## PROBLEM
Please give the number of lines in the entries below that hold "Semoran", with no other words.

(Stored entries)
++++++++
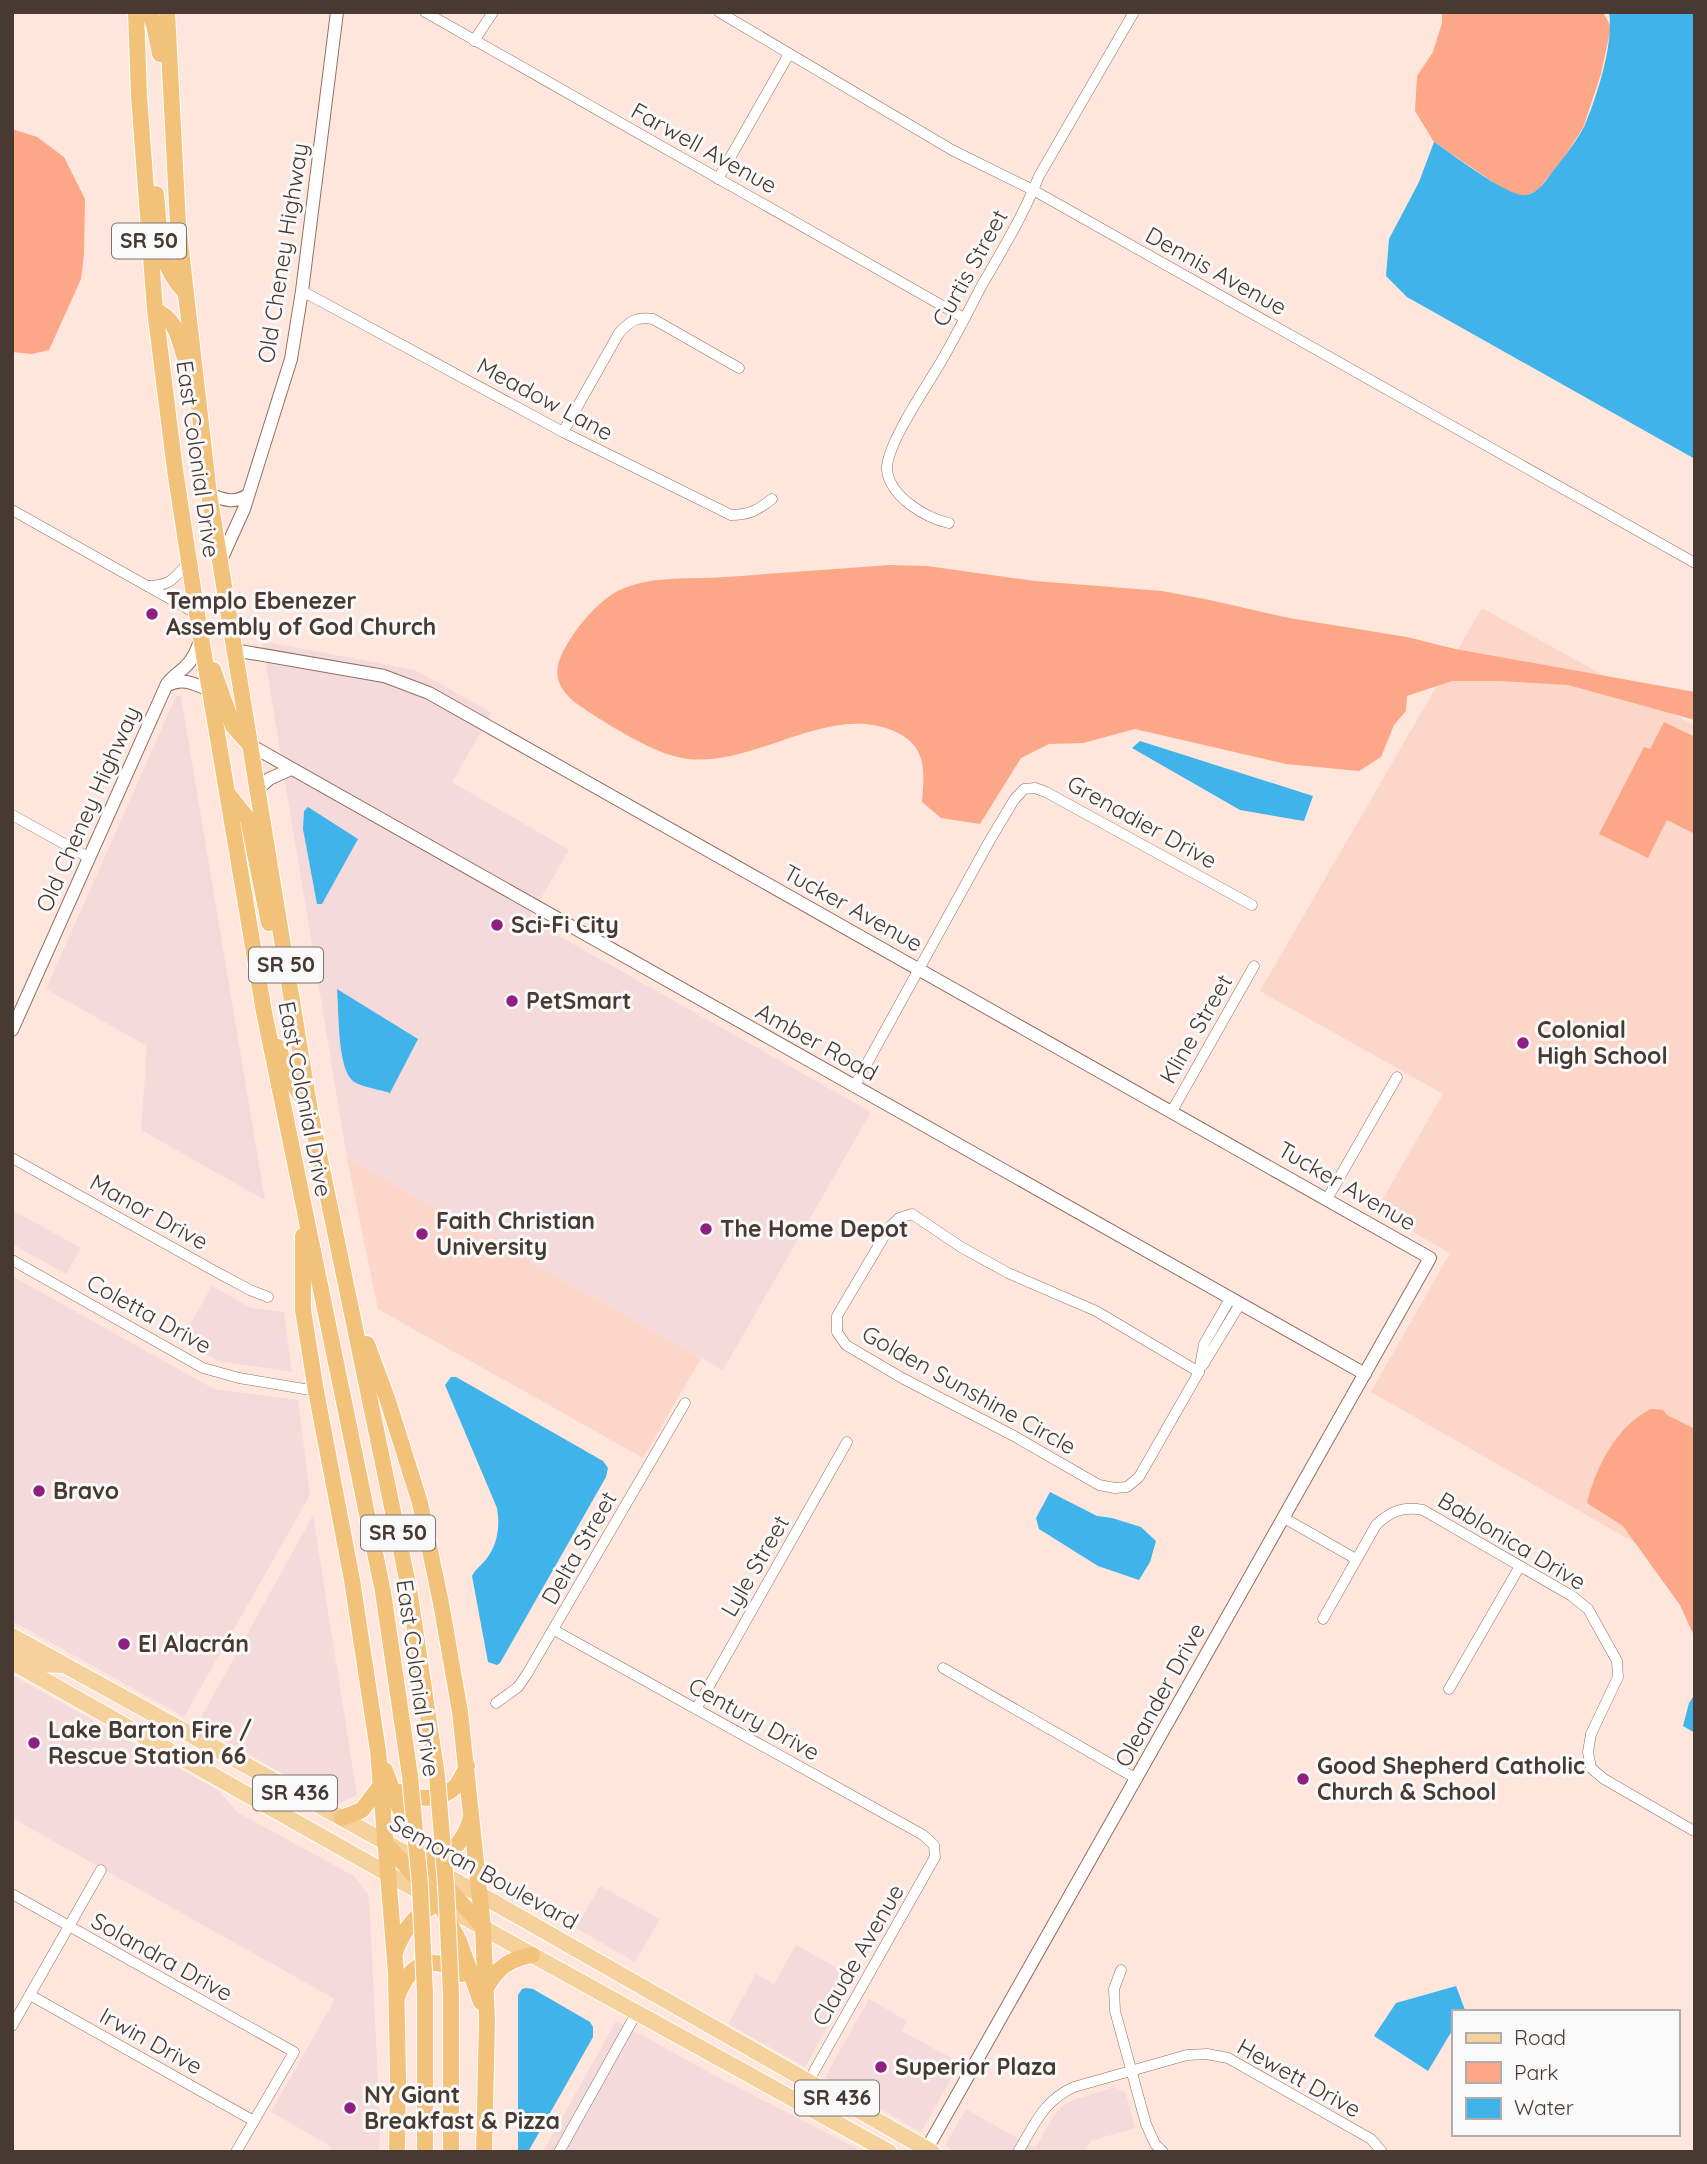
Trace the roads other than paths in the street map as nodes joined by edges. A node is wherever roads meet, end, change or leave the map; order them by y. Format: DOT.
graph roads {
  1 [pos="136,12"];
  2 [pos="149,12"];
  3 [pos="167,12"];
  4 [pos="337,12"];
  5 [pos="425,12"];
  6 [pos="493,12"];
  7 [pos="719,12"];
  8 [pos="1134,12"];
  9 [pos="474,41"];
  10 [pos="789,54"];
  11 [pos="170,97"];
  12 [pos="145,177"];
  13 [pos="718,178"];
  14 [pos="1033,190"];
  15 [pos="184,291"];
  16 [pos="302,291"];
  17 [pos="155,310"];
  18 [pos="964,318"];
  19 [pos="739,368"];
  20 [pos="196,394"];
  21 [pos="564,432"];
  22 [pos="209,494"];
  23 [pos="248,495"];
  24 [pos="772,499"];
  25 [pos="12,510"];
  26 [pos="949,523"];
  27 [pos="189,561"];
  28 [pos="220,563"];
  29 [pos="1695,563"];
  30 [pos="147,586"];
  31 [pos="197,614"];
  32 [pos="201,635"];
  33 [pos="234,650"];
  34 [pos="166,685"];
  35 [pos="209,690"];
  36 [pos="250,746"];
  37 [pos="292,769"];
  38 [pos="257,790"];
  39 [pos="228,793"];
  40 [pos="12,816"];
  41 [pos="90,858"];
  42 [pos="1252,905"];
  43 [pos="280,930"];
  44 [pos="1254,966"];
  45 [pos="920,970"];
  46 [pos="264,1012"];
  47 [pos="12,1030"];
  48 [pos="1397,1077"];
  49 [pos="854,1087"];
  50 [pos="310,1111"];
  51 [pos="1172,1111"];
  52 [pos="12,1158"];
  53 [pos="302,1199"];
  54 [pos="1328,1199"];
  55 [pos="1430,1258"];
  56 [pos="12,1260"];
  57 [pos="349,1292"];
  58 [pos="268,1297"];
  59 [pos="1235,1302"];
  60 [pos="1199,1371"];
  61 [pos="1365,1374"];
  62 [pos="316,1391"];
  63 [pos="685,1403"];
  64 [pos="847,1442"];
  65 [pos="1284,1518"];
  66 [pos="1356,1559"];
  67 [pos="1520,1566"];
  68 [pos="1323,1619"];
  69 [pos="554,1630"];
  70 [pos="12,1636"];
  71 [pos="12,1649"];
  72 [pos="12,1662"];
  73 [pos="66,1665"];
  74 [pos="943,1668"];
  75 [pos="1449,1689"];
  76 [pos="78,1699"];
  77 [pos="496,1703"];
  78 [pos="135,1704"];
  79 [pos="696,1709"];
  80 [pos="467,1766"];
  81 [pos="1137,1779"];
  82 [pos="387,1786"];
  83 [pos="472,1807"];
  84 [pos="342,1818"];
  85 [pos="1694,1831"];
  86 [pos="385,1843"];
  87 [pos="934,1845"];
  88 [pos="429,1867"];
  89 [pos="101,1870"];
  90 [pos="413,1872"];
  91 [pos="389,1874"];
  92 [pos="12,1894"];
  93 [pos="481,1895"];
  94 [pos="457,1898"];
  95 [pos="439,1902"];
  96 [pos="69,1926"];
  97 [pos="484,1927"];
  98 [pos="395,1954"];
  99 [pos="532,1955"];
  100 [pos="1121,1970"];
  101 [pos="481,1991"];
  102 [pos="30,1995"];
  103 [pos="397,1997"];
  104 [pos="636,2012"];
  105 [pos="12,2026"];
  106 [pos="1131,2072"];
  107 [pos="808,2082"];
  108 [pos="254,2121"];
  109 [pos="928,2151"];
  110 [pos="236,2152"];
  111 [pos="397,2152"];
  112 [pos="425,2152"];
  113 [pos="451,2152"];
  114 [pos="484,2152"];
  115 [pos="559,2152"];
  116 [pos="889,2152"];
  117 [pos="1018,2152"];
  118 [pos="1163,2152"];
  119 [pos="1382,2152"];
  1 -- 12 [label="highway, East Colonial Drive / SR 50"];
  2 -- 11 [label="highway"];
  3 -- 11 [label="highway, East Colonial Drive / SR 50"];
  4 -- 16 [label="street, Old Cheney Highway"];
  5 -- 9 [label="street, Farwell Avenue"];
  6 -- 9 [label="street"];
  7 -- 10 [label="street, Dennis Avenue"];
  8 -- 14 [label="street, Curtis Street"];
  9 -- 13 [label="street, Farwell Avenue"];
  10 -- 13 [label="street"];
  10 -- 14 [label="street, Dennis Avenue"];
  11 -- 15 [label="highway, East Colonial Drive / SR 50"];
  12 -- 15 [label="highway"];
  12 -- 17 [label="highway, East Colonial Drive / SR 50"];
  13 -- 18 [label="street, Farwell Avenue"];
  14 -- 18 [label="street, Curtis Street"];
  14 -- 29 [label="street, Dennis Avenue"];
  15 -- 20 [label="highway, East Colonial Drive / SR 50"];
  16 -- 21 [label="street, Meadow Lane"];
  16 -- 23 [label="street, Old Cheney Highway"];
  17 -- 20 [label="highway"];
  17 -- 27 [label="highway, East Colonial Drive / SR 50"];
  18 -- 26 [label="street, Curtis Street"];
  19 -- 21 [label="street"];
  20 -- 22 [label="highway, East Colonial Drive / SR 50"];
  21 -- 24 [label="street, Meadow Lane"];
  22 -- 23 [label="street"];
  22 -- 28 [label="highway, East Colonial Drive / SR 50"];
  23 -- 28 [label="street, Old Cheney Highway"];
  25 -- 30 [label="street"];
  27 -- 30 [label="street"];
  27 -- 31 [label="highway, East Colonial Drive / SR 50"];
  28 -- 33 [label="highway, East Colonial Drive / SR 50"];
  30 -- 31 [label="street"];
  31 -- 32 [label="highway, East Colonial Drive / SR 50"];
  32 -- 34 [label="street"];
  32 -- 35 [label="highway, East Colonial Drive / SR 50"];
  32 -- 36 [label="highway"];
  33 -- 36 [label="highway, East Colonial Drive / SR 50"];
  33 -- 45 [label="street, Tucker Avenue"];
  34 -- 35 [label="street, Old Cheney Highway"];
  34 -- 41 [label="street, Old Cheney Highway"];
  35 -- 39 [label="highway, East Colonial Drive / SR 50"];
  36 -- 37 [label="street, Amber Road"];
  36 -- 38 [label="highway, East Colonial Drive / SR 50"];
  37 -- 38 [label="street"];
  37 -- 49 [label="street, Amber Road"];
  38 -- 43 [label="highway, East Colonial Drive / SR 50"];
  39 -- 43 [label="highway"];
  39 -- 46 [label="highway, East Colonial Drive / SR 50"];
  40 -- 41 [label="street"];
  41 -- 47 [label="street, Old Cheney Highway"];
  42 -- 45 [label="street, Grenadier Drive"];
  43 -- 50 [label="highway, East Colonial Drive / SR 50"];
  44 -- 51 [label="street, Kline Street"];
  45 -- 49 [label="street"];
  45 -- 51 [label="street, Tucker Avenue"];
  46 -- 50 [label="highway"];
  46 -- 53 [label="highway, East Colonial Drive / SR 50"];
  48 -- 54 [label="street"];
  49 -- 59 [label="street, Amber Road"];
  50 -- 57 [label="highway, East Colonial Drive / SR 50"];
  51 -- 54 [label="street, Tucker Avenue"];
  52 -- 58 [label="street, Manor Drive"];
  53 -- 62 [label="highway"];
  53 -- 112 [label="highway, East Colonial Drive / SR 50, bridge"];
  54 -- 55 [label="street, Tucker Avenue"];
  55 -- 61 [label="street, Oleander Drive"];
  56 -- 62 [label="street, Coletta Drive"];
  57 -- 80 [label="highway"];
  57 -- 113 [label="highway, East Colonial Drive / SR 50, bridge"];
  59 -- 60 [label="street, Golden Sunshine Circle"];
  59 -- 61 [label="street, Amber Road"];
  60 -- 60 [label="street, Golden Sunshine Circle"];
  61 -- 65 [label="street, Oleander Drive"];
  62 -- 82 [label="highway"];
  63 -- 69 [label="street, Delta Street"];
  64 -- 79 [label="street, Lyle Street"];
  65 -- 66 [label="street"];
  65 -- 81 [label="street, Oleander Drive"];
  66 -- 67 [label="street, Bablonica Drive"];
  66 -- 68 [label="street"];
  67 -- 75 [label="street"];
  67 -- 85 [label="street, Bablonica Drive"];
  69 -- 77 [label="street, Delta Street"];
  69 -- 79 [label="street, Century Drive"];
  70 -- 73 [label="main road, Semoran Boulevard / SR 436"];
  71 -- 73 [label="main road"];
  72 -- 76 [label="main road, SR 436"];
  73 -- 78 [label="main road, Semoran Boulevard / SR 436"];
  74 -- 81 [label="street"];
  76 -- 78 [label="main road"];
  76 -- 91 [label="main road, SR 436"];
  78 -- 84 [label="main road, Semoran Boulevard / SR 436"];
  79 -- 87 [label="street, Century Drive"];
  80 -- 82 [label="highway"];
  80 -- 83 [label="highway"];
  81 -- 109 [label="street, Oleander Drive"];
  82 -- 84 [label="highway"];
  82 -- 86 [label="highway"];
  82 -- 88 [label="highway"];
  83 -- 88 [label="highway"];
  83 -- 93 [label="highway"];
  84 -- 86 [label="main road, Semoran Boulevard / SR 436"];
  86 -- 88 [label="main road, Semoran Boulevard / SR 436"];
  86 -- 90 [label="highway"];
  86 -- 91 [label="highway"];
  87 -- 107 [label="street, Claude Avenue"];
  88 -- 90 [label="highway"];
  88 -- 93 [label="main road, Semoran Boulevard / SR 436"];
  88 -- 94 [label="highway"];
  89 -- 96 [label="street"];
  90 -- 91 [label="highway"];
  90 -- 95 [label="highway"];
  91 -- 95 [label="main road, SR 436"];
  91 -- 98 [label="highway"];
  92 -- 96 [label="street, Solandra Drive"];
  93 -- 94 [label="highway"];
  93 -- 97 [label="highway"];
  93 -- 107 [label="main road, Semoran Boulevard / SR 436"];
  94 -- 95 [label="highway"];
  94 -- 97 [label="highway"];
  95 -- 97 [label="main road, SR 436"];
  95 -- 98 [label="highway"];
  95 -- 101 [label="highway"];
  96 -- 102 [label="street"];
  96 -- 108 [label="street, Solandra Drive"];
  97 -- 99 [label="main road, SR 436"];
  97 -- 101 [label="highway"];
  98 -- 103 [label="highway"];
  99 -- 101 [label="highway"];
  99 -- 104 [label="main road, SR 436"];
  100 -- 106 [label="street"];
  101 -- 103 [label="highway"];
  101 -- 114 [label="highway"];
  102 -- 105 [label="street"];
  102 -- 108 [label="street, Irwin Drive"];
  103 -- 111 [label="highway"];
  104 -- 115 [label="street"];
  104 -- 116 [label="main road, SR 436"];
  106 -- 117 [label="street, Hewett Drive"];
  106 -- 118 [label="street"];
  106 -- 119 [label="street, Hewett Drive"];
  107 -- 109 [label="main road, Semoran Boulevard / SR 436"];
  108 -- 110 [label="street"];
}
++++++++
## OUTPUT FOR THIS EXERCISE
8